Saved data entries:
□ □ □ □
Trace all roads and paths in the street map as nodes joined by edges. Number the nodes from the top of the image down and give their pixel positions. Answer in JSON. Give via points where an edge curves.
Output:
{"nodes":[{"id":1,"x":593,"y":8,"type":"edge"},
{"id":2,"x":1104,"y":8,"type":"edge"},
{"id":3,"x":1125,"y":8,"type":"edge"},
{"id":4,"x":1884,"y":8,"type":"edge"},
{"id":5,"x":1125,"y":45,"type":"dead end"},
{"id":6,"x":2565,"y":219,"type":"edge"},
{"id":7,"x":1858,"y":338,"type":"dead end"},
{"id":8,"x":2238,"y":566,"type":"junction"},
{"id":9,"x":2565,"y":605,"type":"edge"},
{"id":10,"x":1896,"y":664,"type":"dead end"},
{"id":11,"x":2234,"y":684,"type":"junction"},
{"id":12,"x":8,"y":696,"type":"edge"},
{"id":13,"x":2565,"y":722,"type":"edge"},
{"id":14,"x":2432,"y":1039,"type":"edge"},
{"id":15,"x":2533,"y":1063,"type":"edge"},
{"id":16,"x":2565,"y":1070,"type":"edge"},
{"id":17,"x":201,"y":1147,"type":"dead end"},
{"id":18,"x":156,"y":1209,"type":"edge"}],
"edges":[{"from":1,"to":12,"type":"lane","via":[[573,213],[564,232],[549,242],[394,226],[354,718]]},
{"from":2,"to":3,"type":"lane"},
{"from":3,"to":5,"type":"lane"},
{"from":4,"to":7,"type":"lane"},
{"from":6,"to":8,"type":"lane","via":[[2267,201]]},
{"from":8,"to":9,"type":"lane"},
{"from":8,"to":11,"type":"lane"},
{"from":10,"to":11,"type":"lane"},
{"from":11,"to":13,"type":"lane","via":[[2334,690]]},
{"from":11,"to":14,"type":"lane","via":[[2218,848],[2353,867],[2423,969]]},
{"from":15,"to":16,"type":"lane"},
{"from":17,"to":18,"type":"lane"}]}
□ □ □ □
Problem description: All of the records above should be transcribed exactly.

Result below:
Trace all roads and paths in the street map as nodes joined by edges. Number the nodes from the top of the image down and give their pixel positions. Answer in JSON. Give via points where an edge curves.
Output:
{"nodes":[{"id":1,"x":593,"y":8,"type":"edge"},
{"id":2,"x":1104,"y":8,"type":"edge"},
{"id":3,"x":1125,"y":8,"type":"edge"},
{"id":4,"x":1884,"y":8,"type":"edge"},
{"id":5,"x":1125,"y":45,"type":"dead end"},
{"id":6,"x":2565,"y":219,"type":"edge"},
{"id":7,"x":1858,"y":338,"type":"dead end"},
{"id":8,"x":2238,"y":566,"type":"junction"},
{"id":9,"x":2565,"y":605,"type":"edge"},
{"id":10,"x":1896,"y":664,"type":"dead end"},
{"id":11,"x":2234,"y":684,"type":"junction"},
{"id":12,"x":8,"y":696,"type":"edge"},
{"id":13,"x":2565,"y":722,"type":"edge"},
{"id":14,"x":2432,"y":1039,"type":"edge"},
{"id":15,"x":2533,"y":1063,"type":"edge"},
{"id":16,"x":2565,"y":1070,"type":"edge"},
{"id":17,"x":201,"y":1147,"type":"dead end"},
{"id":18,"x":156,"y":1209,"type":"edge"}],
"edges":[{"from":1,"to":12,"type":"lane","via":[[573,213],[564,232],[549,242],[394,226],[354,718]]},
{"from":2,"to":3,"type":"lane"},
{"from":3,"to":5,"type":"lane"},
{"from":4,"to":7,"type":"lane"},
{"from":6,"to":8,"type":"lane","via":[[2267,201]]},
{"from":8,"to":9,"type":"lane"},
{"from":8,"to":11,"type":"lane"},
{"from":10,"to":11,"type":"lane"},
{"from":11,"to":13,"type":"lane","via":[[2334,690]]},
{"from":11,"to":14,"type":"lane","via":[[2218,848],[2353,867],[2423,969]]},
{"from":15,"to":16,"type":"lane"},
{"from":17,"to":18,"type":"lane"}]}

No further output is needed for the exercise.